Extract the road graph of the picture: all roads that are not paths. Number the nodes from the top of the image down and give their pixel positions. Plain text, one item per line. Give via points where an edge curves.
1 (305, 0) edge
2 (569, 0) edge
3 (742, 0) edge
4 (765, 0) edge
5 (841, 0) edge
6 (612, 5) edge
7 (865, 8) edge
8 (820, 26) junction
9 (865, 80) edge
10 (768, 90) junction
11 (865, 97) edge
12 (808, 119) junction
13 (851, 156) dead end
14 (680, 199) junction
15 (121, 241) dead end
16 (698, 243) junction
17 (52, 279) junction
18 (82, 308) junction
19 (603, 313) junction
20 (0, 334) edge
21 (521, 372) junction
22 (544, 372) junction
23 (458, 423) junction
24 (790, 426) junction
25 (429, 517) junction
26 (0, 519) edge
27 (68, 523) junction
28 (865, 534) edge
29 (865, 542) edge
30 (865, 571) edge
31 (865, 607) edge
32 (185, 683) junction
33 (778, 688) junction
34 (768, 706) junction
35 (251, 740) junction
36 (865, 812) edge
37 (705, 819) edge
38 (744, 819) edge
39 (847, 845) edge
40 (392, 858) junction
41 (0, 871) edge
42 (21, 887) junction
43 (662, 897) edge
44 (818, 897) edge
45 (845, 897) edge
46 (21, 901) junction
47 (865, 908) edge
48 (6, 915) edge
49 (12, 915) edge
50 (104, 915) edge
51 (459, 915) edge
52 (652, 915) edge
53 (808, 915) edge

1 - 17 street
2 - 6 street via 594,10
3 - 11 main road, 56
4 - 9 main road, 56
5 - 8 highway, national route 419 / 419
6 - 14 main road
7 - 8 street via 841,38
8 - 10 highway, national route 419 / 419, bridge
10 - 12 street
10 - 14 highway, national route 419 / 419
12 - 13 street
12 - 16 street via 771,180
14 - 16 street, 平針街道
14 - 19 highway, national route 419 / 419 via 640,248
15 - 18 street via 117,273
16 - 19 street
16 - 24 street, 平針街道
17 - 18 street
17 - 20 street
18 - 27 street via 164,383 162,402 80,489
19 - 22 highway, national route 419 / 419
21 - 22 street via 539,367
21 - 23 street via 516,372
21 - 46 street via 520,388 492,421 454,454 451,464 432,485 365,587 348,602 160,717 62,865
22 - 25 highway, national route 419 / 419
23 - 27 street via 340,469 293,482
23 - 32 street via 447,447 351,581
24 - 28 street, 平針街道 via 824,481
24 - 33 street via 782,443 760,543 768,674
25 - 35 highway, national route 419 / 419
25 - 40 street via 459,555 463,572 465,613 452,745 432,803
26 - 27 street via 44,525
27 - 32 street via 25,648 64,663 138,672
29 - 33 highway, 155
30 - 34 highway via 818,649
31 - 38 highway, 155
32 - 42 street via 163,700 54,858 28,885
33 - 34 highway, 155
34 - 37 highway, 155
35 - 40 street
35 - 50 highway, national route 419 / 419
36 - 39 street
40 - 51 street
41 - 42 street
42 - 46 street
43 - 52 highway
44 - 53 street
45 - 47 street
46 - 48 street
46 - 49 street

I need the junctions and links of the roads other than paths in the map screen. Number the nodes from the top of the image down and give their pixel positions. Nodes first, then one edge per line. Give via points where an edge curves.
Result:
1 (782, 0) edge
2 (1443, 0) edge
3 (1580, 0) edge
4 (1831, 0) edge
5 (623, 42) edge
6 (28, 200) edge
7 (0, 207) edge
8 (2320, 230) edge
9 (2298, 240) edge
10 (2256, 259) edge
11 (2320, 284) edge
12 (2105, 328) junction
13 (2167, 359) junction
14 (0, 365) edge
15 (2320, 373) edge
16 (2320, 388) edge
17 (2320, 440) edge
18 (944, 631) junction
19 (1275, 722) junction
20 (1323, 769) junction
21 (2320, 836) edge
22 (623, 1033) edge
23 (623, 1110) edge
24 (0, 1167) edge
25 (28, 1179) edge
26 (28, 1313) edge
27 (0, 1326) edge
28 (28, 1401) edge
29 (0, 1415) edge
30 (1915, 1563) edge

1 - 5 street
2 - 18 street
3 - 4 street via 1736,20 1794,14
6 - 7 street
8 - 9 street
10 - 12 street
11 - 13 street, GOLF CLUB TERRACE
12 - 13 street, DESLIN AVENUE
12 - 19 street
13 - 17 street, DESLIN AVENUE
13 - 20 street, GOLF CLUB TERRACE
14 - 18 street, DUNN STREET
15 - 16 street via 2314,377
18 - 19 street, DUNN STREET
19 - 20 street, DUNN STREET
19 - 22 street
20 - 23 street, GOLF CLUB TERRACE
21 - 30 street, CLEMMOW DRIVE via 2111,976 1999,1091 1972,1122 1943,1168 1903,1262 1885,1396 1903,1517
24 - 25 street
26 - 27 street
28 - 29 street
•••
The problem
The records above must be printed again in full, exactly as written.

Output of the exercise
Extract the road graph of the picture: all roads that are not paths. Number the nodes from the top of the image down and give their pixel positions. Plain text, one item per line. Give via points where an edge curves.
1 (305, 0) edge
2 (569, 0) edge
3 (742, 0) edge
4 (765, 0) edge
5 (841, 0) edge
6 (612, 5) edge
7 (865, 8) edge
8 (820, 26) junction
9 (865, 80) edge
10 (768, 90) junction
11 (865, 97) edge
12 (808, 119) junction
13 (851, 156) dead end
14 (680, 199) junction
15 (121, 241) dead end
16 (698, 243) junction
17 (52, 279) junction
18 (82, 308) junction
19 (603, 313) junction
20 (0, 334) edge
21 (521, 372) junction
22 (544, 372) junction
23 (458, 423) junction
24 (790, 426) junction
25 (429, 517) junction
26 (0, 519) edge
27 (68, 523) junction
28 (865, 534) edge
29 (865, 542) edge
30 (865, 571) edge
31 (865, 607) edge
32 (185, 683) junction
33 (778, 688) junction
34 (768, 706) junction
35 (251, 740) junction
36 (865, 812) edge
37 (705, 819) edge
38 (744, 819) edge
39 (847, 845) edge
40 (392, 858) junction
41 (0, 871) edge
42 (21, 887) junction
43 (662, 897) edge
44 (818, 897) edge
45 (845, 897) edge
46 (21, 901) junction
47 (865, 908) edge
48 (6, 915) edge
49 (12, 915) edge
50 (104, 915) edge
51 (459, 915) edge
52 (652, 915) edge
53 (808, 915) edge

1 - 17 street
2 - 6 street via 594,10
3 - 11 main road, 56
4 - 9 main road, 56
5 - 8 highway, national route 419 / 419
6 - 14 main road
7 - 8 street via 841,38
8 - 10 highway, national route 419 / 419, bridge
10 - 12 street
10 - 14 highway, national route 419 / 419
12 - 13 street
12 - 16 street via 771,180
14 - 16 street, 平針街道
14 - 19 highway, national route 419 / 419 via 640,248
15 - 18 street via 117,273
16 - 19 street
16 - 24 street, 平針街道
17 - 18 street
17 - 20 street
18 - 27 street via 164,383 162,402 80,489
19 - 22 highway, national route 419 / 419
21 - 22 street via 539,367
21 - 23 street via 516,372
21 - 46 street via 520,388 492,421 454,454 451,464 432,485 365,587 348,602 160,717 62,865
22 - 25 highway, national route 419 / 419
23 - 27 street via 340,469 293,482
23 - 32 street via 447,447 351,581
24 - 28 street, 平針街道 via 824,481
24 - 33 street via 782,443 760,543 768,674
25 - 35 highway, national route 419 / 419
25 - 40 street via 459,555 463,572 465,613 452,745 432,803
26 - 27 street via 44,525
27 - 32 street via 25,648 64,663 138,672
29 - 33 highway, 155
30 - 34 highway via 818,649
31 - 38 highway, 155
32 - 42 street via 163,700 54,858 28,885
33 - 34 highway, 155
34 - 37 highway, 155
35 - 40 street
35 - 50 highway, national route 419 / 419
36 - 39 street
40 - 51 street
41 - 42 street
42 - 46 street
43 - 52 highway
44 - 53 street
45 - 47 street
46 - 48 street
46 - 49 street

I need the junctions and links of the roads other than paths in the map screen. Number the nodes from the top of the image down and give their pixel positions. Nodes first, then one edge per line. Give via points where an edge curves.
Result:
1 (782, 0) edge
2 (1443, 0) edge
3 (1580, 0) edge
4 (1831, 0) edge
5 (623, 42) edge
6 (28, 200) edge
7 (0, 207) edge
8 (2320, 230) edge
9 (2298, 240) edge
10 (2256, 259) edge
11 (2320, 284) edge
12 (2105, 328) junction
13 (2167, 359) junction
14 (0, 365) edge
15 (2320, 373) edge
16 (2320, 388) edge
17 (2320, 440) edge
18 (944, 631) junction
19 (1275, 722) junction
20 (1323, 769) junction
21 (2320, 836) edge
22 (623, 1033) edge
23 (623, 1110) edge
24 (0, 1167) edge
25 (28, 1179) edge
26 (28, 1313) edge
27 (0, 1326) edge
28 (28, 1401) edge
29 (0, 1415) edge
30 (1915, 1563) edge

1 - 5 street
2 - 18 street
3 - 4 street via 1736,20 1794,14
6 - 7 street
8 - 9 street
10 - 12 street
11 - 13 street, GOLF CLUB TERRACE
12 - 13 street, DESLIN AVENUE
12 - 19 street
13 - 17 street, DESLIN AVENUE
13 - 20 street, GOLF CLUB TERRACE
14 - 18 street, DUNN STREET
15 - 16 street via 2314,377
18 - 19 street, DUNN STREET
19 - 20 street, DUNN STREET
19 - 22 street
20 - 23 street, GOLF CLUB TERRACE
21 - 30 street, CLEMMOW DRIVE via 2111,976 1999,1091 1972,1122 1943,1168 1903,1262 1885,1396 1903,1517
24 - 25 street
26 - 27 street
28 - 29 street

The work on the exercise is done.